Virtual Idea Lab

"If the universe is constantly expanding, will the stars at night get dimmer and further between?"

As the space-time continuum stretches, taking the galaxies further and further away from each other, the distant galaxies will appear dimmer as viewed from earth, but not anytime soon (from a human perspective of time). Think of it this way: we're here at the best possible time in cosmological history, both for life to flourish, as well as to observe the rest of the universe!

Reader Comments (2)

We have a spaceport project in Sheboygan, WI. Would you consider speaking to raise funds. We have one of the largest model rocket organizations in the country and competitions are held here in Sheboygan annually.

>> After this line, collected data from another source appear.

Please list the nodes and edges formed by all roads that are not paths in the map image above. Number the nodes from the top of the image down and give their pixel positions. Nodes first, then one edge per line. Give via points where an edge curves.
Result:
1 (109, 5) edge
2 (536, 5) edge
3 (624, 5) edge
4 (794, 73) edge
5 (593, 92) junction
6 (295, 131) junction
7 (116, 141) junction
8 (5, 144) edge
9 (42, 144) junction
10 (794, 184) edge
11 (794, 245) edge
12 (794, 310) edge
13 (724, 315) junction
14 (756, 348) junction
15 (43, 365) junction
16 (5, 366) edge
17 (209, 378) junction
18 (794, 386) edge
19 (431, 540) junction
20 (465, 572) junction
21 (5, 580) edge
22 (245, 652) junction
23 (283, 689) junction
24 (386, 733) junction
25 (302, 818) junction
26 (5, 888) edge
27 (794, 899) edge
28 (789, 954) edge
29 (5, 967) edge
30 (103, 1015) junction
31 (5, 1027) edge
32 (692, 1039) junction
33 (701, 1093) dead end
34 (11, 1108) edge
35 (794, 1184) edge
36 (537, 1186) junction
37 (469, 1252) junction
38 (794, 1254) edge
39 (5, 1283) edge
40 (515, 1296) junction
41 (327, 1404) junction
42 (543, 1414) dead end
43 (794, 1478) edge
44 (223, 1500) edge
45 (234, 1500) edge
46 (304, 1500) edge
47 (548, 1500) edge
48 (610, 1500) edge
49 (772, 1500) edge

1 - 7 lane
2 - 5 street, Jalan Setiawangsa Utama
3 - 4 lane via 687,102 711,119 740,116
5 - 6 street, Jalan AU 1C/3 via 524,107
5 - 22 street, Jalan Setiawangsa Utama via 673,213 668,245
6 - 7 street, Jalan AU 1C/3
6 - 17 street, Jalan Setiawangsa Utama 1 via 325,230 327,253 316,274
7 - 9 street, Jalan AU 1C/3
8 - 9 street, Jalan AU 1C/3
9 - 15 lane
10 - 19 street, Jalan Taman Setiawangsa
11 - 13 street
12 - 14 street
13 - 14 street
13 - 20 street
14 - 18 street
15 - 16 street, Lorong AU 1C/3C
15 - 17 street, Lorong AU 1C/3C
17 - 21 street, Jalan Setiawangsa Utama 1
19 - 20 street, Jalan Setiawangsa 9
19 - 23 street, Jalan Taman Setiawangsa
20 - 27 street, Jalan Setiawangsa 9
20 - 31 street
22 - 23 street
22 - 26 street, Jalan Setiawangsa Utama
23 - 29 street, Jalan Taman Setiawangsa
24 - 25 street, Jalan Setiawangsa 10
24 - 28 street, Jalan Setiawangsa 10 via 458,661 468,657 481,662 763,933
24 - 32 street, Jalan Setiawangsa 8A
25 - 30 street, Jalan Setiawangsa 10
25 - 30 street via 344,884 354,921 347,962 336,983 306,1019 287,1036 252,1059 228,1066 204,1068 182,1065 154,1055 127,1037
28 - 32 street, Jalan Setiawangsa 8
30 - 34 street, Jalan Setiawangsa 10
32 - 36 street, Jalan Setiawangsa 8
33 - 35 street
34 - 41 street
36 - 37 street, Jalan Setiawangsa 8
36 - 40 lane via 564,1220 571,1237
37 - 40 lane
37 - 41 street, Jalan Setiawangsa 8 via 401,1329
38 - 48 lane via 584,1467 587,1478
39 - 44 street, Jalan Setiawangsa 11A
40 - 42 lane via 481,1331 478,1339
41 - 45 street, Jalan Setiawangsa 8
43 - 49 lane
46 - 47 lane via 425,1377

I am a close aquaintence of the person in charge who has a thriving rocketry club. Anyway my question is - Demetri an astronaut,that oversees the Spaceport, has a picture of radiation I believe. The picture shows radiation emanating from a central point that NASA has found in the cosmos proving that the universe began with a bang. Where does this picture come from and what does it show from a faith perspective?

November 6, 2013 | Unregistered CommenterMatt

The cosmic background radiation is leftover from the Big Bang creation event. The very fact that the universe had a beginning necessitates a Beginner, or First Cause (i.e., God)! Once again, the latest science supports a growing body of evidence for a caring, careful Creator!
Oh, and I would love to come and speak at your SpacePort fundraiser!